Health Professionals Support I-1631
The just released report of the Intergovernmental Panel on Climate Change (IPCC) warns of profound dangers to human health if we continue on our current path of greenhouse gas emissions. To put it bluntly, the prognosis — without a prompt change in course — is very bad. We have about a decade to greatly accelerate our transition to clean energy. But while the time to act is short, we do have solutions at hand. I-1631 is an important and effective first step.
As physicians and health professionals, we know from the medical evidence, and from seeing patients in our everyday practices, that air pollution and climate change — human-caused climate change — hurt real people right now.
We also know, as this report so clearly lays out, that the longer we wait to act, the more fossil fuel we continue to burn, and the more carbon dioxide and other pollutants we pour into the air — the more the earth will warm, the more extreme the climate will become, the more air quality will worsen, and the more dire and widespread the impacts and harms on people will be.

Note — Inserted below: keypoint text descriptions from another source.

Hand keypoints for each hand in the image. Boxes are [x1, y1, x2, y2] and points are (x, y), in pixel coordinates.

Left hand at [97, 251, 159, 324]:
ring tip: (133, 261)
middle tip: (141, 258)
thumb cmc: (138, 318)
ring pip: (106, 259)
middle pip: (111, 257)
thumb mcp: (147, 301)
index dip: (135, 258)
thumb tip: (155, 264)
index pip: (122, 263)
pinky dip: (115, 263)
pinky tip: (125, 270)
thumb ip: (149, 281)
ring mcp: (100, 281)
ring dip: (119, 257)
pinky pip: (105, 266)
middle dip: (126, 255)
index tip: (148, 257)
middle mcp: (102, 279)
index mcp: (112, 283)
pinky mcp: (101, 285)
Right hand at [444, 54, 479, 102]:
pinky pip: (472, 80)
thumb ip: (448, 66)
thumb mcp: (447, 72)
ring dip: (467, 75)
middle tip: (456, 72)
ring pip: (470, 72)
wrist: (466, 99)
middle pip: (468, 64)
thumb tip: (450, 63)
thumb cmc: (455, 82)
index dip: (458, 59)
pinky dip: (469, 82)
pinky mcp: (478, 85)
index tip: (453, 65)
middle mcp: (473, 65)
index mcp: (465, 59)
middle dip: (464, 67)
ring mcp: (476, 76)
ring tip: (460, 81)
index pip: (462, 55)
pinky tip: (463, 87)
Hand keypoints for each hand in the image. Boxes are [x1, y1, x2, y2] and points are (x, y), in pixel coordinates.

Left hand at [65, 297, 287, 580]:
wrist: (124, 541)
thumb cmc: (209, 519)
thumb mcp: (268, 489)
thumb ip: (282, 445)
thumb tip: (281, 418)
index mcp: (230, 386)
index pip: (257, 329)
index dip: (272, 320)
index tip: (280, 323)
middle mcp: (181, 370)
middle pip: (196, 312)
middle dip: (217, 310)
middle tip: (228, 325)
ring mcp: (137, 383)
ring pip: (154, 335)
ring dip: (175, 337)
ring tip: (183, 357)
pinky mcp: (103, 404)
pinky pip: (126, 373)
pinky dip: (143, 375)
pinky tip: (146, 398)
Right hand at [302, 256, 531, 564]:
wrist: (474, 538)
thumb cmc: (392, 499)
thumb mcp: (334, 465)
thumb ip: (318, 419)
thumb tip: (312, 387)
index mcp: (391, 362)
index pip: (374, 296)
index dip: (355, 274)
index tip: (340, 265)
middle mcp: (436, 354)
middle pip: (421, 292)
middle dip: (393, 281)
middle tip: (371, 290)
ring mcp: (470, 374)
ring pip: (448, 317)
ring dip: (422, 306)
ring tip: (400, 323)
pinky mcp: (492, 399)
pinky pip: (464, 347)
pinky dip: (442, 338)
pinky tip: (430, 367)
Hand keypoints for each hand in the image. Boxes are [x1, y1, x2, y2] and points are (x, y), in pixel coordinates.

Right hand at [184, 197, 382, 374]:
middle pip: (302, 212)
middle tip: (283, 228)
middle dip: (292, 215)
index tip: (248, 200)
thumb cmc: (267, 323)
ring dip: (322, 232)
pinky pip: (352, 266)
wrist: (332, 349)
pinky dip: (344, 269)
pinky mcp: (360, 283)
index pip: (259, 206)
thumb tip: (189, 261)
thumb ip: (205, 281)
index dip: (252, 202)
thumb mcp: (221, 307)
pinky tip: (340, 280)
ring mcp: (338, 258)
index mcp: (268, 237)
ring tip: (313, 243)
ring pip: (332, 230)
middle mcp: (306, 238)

The same fossil fuel combustion that is responsible for the dangerously rising levels of CO2, is also responsible for most of our other air pollutants; nitrous oxides, sulfur oxides, and especially PM2.5, the small particulate matter that gets deep into the lungs and even into the bloodstream. We have years of evidence and clinical experience showing that burning fossil fuels has had significant, direct, and harmful impacts on heart disease, lung disease and other health problems.
Poorer populations and communities of color are exposed to higher levels of toxic air and numerous health studies show that, because of increased exposure to pollution, they tend to die younger and suffer more ill-health throughout their lives. That’s just as true in our state, where, in Seattle for example, largely due to localized pollution, residents of Georgetown, South Park, and Beacon Hill have a life expectancy eight years shorter than the city’s average.

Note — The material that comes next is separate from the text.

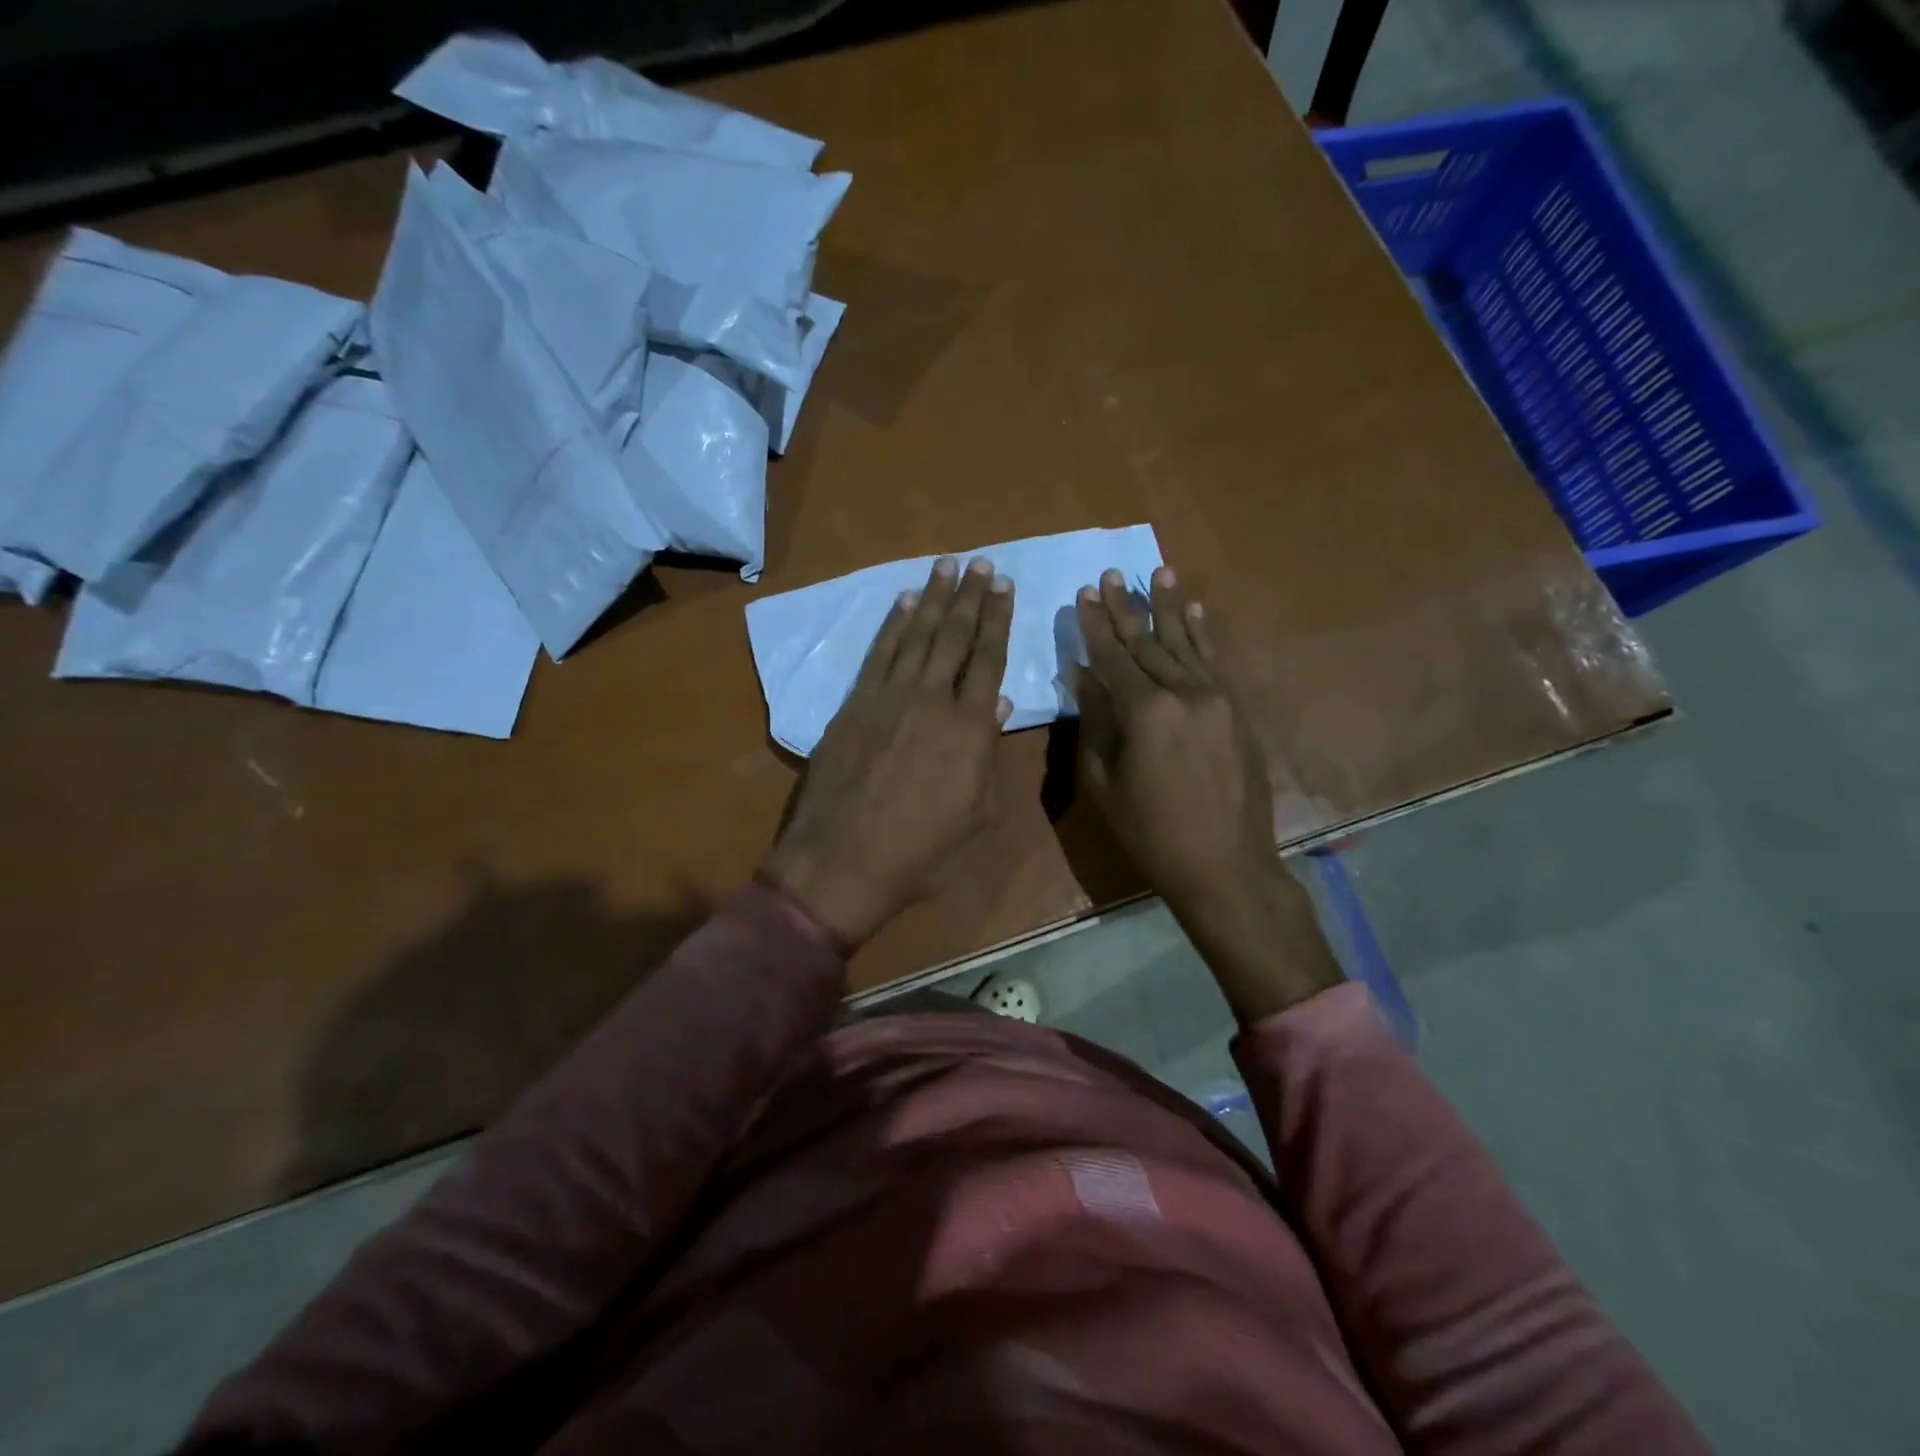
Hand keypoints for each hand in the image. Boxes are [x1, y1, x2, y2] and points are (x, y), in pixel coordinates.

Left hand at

To protect everyone’s health, we must stop using the atmosphere as an open sewer, dumping huge amounts of pollution right into the air that we, and our children, need to breath. By burning less fossil fuels and embracing a transition to cleaner energy — as I-1631 is designed to do — we will drive down harmful emissions, we will all experience enormous and immediate health benefits, and we will also realize huge health cost savings.
Time is not on our side, but we have the power to act now! Please vote Yes on 1631.